WHAT IS REQUIRED
Every entry that follows should be output again, word for word.

+--

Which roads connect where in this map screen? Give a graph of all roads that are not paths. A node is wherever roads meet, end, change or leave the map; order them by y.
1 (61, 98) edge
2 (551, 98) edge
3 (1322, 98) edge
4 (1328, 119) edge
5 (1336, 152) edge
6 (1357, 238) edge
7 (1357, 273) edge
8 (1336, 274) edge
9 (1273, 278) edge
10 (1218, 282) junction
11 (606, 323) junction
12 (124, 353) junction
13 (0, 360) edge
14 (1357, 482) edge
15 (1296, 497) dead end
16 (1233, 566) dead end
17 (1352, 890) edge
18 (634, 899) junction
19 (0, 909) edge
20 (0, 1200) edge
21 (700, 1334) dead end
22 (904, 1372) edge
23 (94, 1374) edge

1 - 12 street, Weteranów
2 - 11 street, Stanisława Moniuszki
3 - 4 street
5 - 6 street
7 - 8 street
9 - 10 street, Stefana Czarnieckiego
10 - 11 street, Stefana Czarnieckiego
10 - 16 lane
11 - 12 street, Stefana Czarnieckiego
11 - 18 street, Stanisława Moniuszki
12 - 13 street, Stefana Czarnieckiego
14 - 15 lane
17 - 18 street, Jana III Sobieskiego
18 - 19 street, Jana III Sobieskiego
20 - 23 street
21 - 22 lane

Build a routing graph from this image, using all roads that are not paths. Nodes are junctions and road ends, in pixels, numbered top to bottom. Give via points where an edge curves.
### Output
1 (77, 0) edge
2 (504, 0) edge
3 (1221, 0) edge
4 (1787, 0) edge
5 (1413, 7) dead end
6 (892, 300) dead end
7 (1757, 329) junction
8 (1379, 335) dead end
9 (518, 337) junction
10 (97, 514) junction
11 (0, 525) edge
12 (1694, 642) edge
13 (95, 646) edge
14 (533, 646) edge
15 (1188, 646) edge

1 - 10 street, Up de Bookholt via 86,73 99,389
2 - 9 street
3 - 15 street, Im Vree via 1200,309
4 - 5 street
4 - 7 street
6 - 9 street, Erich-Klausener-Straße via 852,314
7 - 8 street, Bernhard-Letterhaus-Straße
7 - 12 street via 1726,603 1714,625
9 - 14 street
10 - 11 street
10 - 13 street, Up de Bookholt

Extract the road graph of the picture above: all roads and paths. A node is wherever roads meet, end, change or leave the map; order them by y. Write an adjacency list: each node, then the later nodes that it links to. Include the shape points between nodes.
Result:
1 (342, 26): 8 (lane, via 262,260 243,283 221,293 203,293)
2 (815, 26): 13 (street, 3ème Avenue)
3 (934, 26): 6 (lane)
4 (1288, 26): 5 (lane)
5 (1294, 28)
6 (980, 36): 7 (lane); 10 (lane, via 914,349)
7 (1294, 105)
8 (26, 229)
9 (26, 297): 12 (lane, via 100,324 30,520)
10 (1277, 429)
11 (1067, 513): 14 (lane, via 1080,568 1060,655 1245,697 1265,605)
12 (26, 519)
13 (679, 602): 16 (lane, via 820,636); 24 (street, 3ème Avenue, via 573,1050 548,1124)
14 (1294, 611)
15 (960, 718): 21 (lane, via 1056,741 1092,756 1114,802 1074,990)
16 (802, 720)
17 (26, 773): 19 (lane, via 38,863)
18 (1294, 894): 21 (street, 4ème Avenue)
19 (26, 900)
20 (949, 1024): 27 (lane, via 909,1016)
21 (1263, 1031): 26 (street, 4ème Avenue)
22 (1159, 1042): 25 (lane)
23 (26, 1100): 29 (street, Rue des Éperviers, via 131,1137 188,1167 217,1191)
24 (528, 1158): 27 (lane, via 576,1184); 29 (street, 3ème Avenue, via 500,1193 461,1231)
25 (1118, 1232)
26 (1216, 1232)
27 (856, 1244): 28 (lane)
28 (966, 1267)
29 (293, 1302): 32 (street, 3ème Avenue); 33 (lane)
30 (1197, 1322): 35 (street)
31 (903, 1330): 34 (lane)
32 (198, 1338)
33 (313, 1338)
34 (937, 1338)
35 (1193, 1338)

+--

OUTPUT FOR THIS TASK
Which roads connect where in this map screen? Give a graph of all roads that are not paths. A node is wherever roads meet, end, change or leave the map; order them by y.
1 (61, 98) edge
2 (551, 98) edge
3 (1322, 98) edge
4 (1328, 119) edge
5 (1336, 152) edge
6 (1357, 238) edge
7 (1357, 273) edge
8 (1336, 274) edge
9 (1273, 278) edge
10 (1218, 282) junction
11 (606, 323) junction
12 (124, 353) junction
13 (0, 360) edge
14 (1357, 482) edge
15 (1296, 497) dead end
16 (1233, 566) dead end
17 (1352, 890) edge
18 (634, 899) junction
19 (0, 909) edge
20 (0, 1200) edge
21 (700, 1334) dead end
22 (904, 1372) edge
23 (94, 1374) edge

1 - 12 street, Weteranów
2 - 11 street, Stanisława Moniuszki
3 - 4 street
5 - 6 street
7 - 8 street
9 - 10 street, Stefana Czarnieckiego
10 - 11 street, Stefana Czarnieckiego
10 - 16 lane
11 - 12 street, Stefana Czarnieckiego
11 - 18 street, Stanisława Moniuszki
12 - 13 street, Stefana Czarnieckiego
14 - 15 lane
17 - 18 street, Jana III Sobieskiego
18 - 19 street, Jana III Sobieskiego
20 - 23 street
21 - 22 lane

Build a routing graph from this image, using all roads that are not paths. Nodes are junctions and road ends, in pixels, numbered top to bottom. Give via points where an edge curves.
### Output
1 (77, 0) edge
2 (504, 0) edge
3 (1221, 0) edge
4 (1787, 0) edge
5 (1413, 7) dead end
6 (892, 300) dead end
7 (1757, 329) junction
8 (1379, 335) dead end
9 (518, 337) junction
10 (97, 514) junction
11 (0, 525) edge
12 (1694, 642) edge
13 (95, 646) edge
14 (533, 646) edge
15 (1188, 646) edge

1 - 10 street, Up de Bookholt via 86,73 99,389
2 - 9 street
3 - 15 street, Im Vree via 1200,309
4 - 5 street
4 - 7 street
6 - 9 street, Erich-Klausener-Straße via 852,314
7 - 8 street, Bernhard-Letterhaus-Straße
7 - 12 street via 1726,603 1714,625
9 - 14 street
10 - 11 street
10 - 13 street, Up de Bookholt

Extract the road graph of the picture above: all roads and paths. A node is wherever roads meet, end, change or leave the map; order them by y. Write an adjacency list: each node, then the later nodes that it links to. Include the shape points between nodes.
Result:
1 (342, 26): 8 (lane, via 262,260 243,283 221,293 203,293)
2 (815, 26): 13 (street, 3ème Avenue)
3 (934, 26): 6 (lane)
4 (1288, 26): 5 (lane)
5 (1294, 28)
6 (980, 36): 7 (lane); 10 (lane, via 914,349)
7 (1294, 105)
8 (26, 229)
9 (26, 297): 12 (lane, via 100,324 30,520)
10 (1277, 429)
11 (1067, 513): 14 (lane, via 1080,568 1060,655 1245,697 1265,605)
12 (26, 519)
13 (679, 602): 16 (lane, via 820,636); 24 (street, 3ème Avenue, via 573,1050 548,1124)
14 (1294, 611)
15 (960, 718): 21 (lane, via 1056,741 1092,756 1114,802 1074,990)
16 (802, 720)
17 (26, 773): 19 (lane, via 38,863)
18 (1294, 894): 21 (street, 4ème Avenue)
19 (26, 900)
20 (949, 1024): 27 (lane, via 909,1016)
21 (1263, 1031): 26 (street, 4ème Avenue)
22 (1159, 1042): 25 (lane)
23 (26, 1100): 29 (street, Rue des Éperviers, via 131,1137 188,1167 217,1191)
24 (528, 1158): 27 (lane, via 576,1184); 29 (street, 3ème Avenue, via 500,1193 461,1231)
25 (1118, 1232)
26 (1216, 1232)
27 (856, 1244): 28 (lane)
28 (966, 1267)
29 (293, 1302): 32 (street, 3ème Avenue); 33 (lane)
30 (1197, 1322): 35 (street)
31 (903, 1330): 34 (lane)
32 (198, 1338)
33 (313, 1338)
34 (937, 1338)
35 (1193, 1338)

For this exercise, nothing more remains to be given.